Depth sensing with a camera phone...

Hello,

I’m trying to work out whether depth sensing using a single camera is possible.

Had a Tango for a while, trying to make the same sort of content work on regular phones, so I’ve been messing around with ARtoolkit and Vuforia, and have had some success using a 2D image target, but ultimately not as stable as I would like (glitches when camera is perpendicular to image), I was wondering about solving that problem by building/3D printing a cone or pyramid with IR LED’s around distributed on the faces as fiducial markers, then use a webcam or phone camera to see the IR light and work out the depth based on the IR LED cluster separation distance.

Does this seem feasible? I’m not massively familiar with how depth track IR works other than I know you usually need a stereoscopic IR projector and camera, does anyone know if the projector and camera need to be in sync, similar to ultrasonic pings?

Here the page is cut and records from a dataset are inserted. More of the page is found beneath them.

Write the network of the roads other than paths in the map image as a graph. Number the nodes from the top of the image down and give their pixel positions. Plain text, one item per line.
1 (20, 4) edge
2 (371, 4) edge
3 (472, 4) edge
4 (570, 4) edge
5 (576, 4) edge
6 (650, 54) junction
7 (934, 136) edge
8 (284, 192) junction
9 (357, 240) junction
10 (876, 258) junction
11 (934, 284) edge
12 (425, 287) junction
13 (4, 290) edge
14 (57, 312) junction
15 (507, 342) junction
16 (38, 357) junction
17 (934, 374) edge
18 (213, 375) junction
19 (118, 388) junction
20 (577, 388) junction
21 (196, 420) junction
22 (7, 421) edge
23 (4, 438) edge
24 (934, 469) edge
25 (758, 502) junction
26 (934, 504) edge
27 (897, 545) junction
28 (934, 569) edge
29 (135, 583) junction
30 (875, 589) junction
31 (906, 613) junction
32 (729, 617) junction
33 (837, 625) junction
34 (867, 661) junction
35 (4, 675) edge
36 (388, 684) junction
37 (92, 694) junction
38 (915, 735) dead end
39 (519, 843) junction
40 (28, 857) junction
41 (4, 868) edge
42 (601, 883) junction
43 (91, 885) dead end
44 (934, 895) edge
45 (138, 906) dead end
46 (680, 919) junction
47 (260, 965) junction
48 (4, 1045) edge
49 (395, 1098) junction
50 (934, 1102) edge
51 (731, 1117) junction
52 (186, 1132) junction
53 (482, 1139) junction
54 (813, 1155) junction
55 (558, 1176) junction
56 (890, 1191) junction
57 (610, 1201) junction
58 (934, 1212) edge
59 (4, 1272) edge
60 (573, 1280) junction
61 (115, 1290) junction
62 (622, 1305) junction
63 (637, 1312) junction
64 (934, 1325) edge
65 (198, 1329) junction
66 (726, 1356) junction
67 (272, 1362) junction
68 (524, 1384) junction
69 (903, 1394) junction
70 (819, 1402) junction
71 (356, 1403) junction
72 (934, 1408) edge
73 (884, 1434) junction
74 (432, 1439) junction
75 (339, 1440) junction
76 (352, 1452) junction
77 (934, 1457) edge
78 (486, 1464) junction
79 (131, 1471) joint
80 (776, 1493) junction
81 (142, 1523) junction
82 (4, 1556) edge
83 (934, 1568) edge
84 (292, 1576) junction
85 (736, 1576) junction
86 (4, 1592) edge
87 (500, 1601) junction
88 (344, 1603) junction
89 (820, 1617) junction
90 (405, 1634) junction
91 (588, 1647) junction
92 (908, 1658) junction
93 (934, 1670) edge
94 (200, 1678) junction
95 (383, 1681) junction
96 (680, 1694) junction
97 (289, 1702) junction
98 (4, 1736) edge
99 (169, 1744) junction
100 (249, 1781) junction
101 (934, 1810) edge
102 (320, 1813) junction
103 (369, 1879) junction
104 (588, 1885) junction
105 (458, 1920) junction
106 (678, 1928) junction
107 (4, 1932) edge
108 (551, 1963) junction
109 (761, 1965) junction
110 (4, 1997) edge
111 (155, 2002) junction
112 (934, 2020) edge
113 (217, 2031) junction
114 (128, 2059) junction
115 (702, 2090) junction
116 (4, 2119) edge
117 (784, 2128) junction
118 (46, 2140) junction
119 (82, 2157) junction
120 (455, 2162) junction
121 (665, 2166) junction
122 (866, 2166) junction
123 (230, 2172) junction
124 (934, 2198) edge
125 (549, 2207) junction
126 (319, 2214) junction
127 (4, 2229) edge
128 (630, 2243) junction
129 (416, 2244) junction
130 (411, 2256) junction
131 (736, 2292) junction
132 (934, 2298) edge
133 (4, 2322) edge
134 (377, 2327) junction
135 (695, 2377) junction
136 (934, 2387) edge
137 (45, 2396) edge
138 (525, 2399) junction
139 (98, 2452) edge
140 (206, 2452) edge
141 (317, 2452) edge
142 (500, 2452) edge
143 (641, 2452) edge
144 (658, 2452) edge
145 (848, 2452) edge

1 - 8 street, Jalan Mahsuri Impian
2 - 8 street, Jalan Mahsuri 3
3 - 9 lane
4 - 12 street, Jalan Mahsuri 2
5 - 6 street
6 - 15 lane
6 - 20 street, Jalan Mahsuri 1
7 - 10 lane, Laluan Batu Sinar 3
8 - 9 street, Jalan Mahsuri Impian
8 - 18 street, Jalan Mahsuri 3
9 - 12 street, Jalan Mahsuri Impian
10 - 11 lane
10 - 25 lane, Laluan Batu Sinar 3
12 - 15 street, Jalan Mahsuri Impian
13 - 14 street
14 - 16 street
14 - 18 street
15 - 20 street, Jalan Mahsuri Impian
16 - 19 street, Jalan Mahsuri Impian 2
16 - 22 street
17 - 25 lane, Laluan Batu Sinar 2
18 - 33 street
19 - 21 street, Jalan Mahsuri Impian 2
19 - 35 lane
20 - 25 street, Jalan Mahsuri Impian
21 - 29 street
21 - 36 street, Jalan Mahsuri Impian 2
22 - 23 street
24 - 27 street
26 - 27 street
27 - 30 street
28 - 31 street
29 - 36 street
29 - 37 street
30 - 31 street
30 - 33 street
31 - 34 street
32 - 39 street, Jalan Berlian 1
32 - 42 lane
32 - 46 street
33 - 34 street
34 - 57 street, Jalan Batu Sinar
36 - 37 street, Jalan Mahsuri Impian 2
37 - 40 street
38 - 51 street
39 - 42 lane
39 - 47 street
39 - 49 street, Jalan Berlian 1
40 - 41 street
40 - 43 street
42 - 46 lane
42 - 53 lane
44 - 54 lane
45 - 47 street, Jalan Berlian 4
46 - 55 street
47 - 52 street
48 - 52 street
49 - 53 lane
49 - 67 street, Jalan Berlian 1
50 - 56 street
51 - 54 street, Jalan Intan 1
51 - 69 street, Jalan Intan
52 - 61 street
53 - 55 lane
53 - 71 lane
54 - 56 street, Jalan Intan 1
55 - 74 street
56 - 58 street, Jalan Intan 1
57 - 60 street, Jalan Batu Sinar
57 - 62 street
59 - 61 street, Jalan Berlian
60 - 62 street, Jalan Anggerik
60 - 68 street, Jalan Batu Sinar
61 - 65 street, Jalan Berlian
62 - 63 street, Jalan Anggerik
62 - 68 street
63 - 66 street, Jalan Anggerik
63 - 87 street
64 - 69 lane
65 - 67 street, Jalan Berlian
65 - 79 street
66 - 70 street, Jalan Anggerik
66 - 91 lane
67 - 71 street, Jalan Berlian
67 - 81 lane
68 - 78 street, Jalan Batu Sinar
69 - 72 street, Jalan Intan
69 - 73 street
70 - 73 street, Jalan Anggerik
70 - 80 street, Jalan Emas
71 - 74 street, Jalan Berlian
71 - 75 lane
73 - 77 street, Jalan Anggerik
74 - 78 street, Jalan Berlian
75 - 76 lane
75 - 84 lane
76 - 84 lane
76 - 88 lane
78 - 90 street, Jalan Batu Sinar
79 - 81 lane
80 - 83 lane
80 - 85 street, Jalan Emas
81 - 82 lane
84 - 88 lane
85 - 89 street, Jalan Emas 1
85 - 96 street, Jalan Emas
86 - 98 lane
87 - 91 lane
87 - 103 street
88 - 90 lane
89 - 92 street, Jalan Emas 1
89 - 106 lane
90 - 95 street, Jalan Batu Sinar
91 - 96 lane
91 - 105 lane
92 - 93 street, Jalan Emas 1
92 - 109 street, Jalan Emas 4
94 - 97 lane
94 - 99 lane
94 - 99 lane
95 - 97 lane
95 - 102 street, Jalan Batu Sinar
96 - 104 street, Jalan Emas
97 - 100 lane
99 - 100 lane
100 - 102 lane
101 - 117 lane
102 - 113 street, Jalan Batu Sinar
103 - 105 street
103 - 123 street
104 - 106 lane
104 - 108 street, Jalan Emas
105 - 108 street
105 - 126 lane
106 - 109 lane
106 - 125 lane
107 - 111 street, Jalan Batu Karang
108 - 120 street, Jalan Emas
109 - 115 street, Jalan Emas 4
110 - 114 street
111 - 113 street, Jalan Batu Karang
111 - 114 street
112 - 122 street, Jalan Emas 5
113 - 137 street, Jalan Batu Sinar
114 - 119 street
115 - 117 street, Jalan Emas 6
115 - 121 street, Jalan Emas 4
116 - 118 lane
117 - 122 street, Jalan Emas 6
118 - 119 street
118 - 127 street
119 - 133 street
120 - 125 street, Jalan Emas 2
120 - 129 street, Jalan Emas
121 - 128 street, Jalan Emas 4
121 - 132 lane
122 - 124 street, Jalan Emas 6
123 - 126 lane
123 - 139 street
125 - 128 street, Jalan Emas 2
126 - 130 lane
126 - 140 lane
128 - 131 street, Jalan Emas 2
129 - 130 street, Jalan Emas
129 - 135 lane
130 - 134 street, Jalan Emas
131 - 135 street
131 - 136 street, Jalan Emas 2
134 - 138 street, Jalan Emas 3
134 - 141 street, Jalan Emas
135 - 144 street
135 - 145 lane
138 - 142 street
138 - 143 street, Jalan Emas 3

Or is it possible decouple them?

In terms of software I know of OpenCV, just seen that it can work with Unity, so that excites me, just need to know if this seems possible to someone else more knowledgeable than myself!

Is anyone around tonight to have a chat about it?

Rich, I have never really done anything this complex with a camera module. I understand what you are trying to achieve but it’s a bit out of my bailiwick. Some of the others have played around with camera modules and so may be able to assist you further…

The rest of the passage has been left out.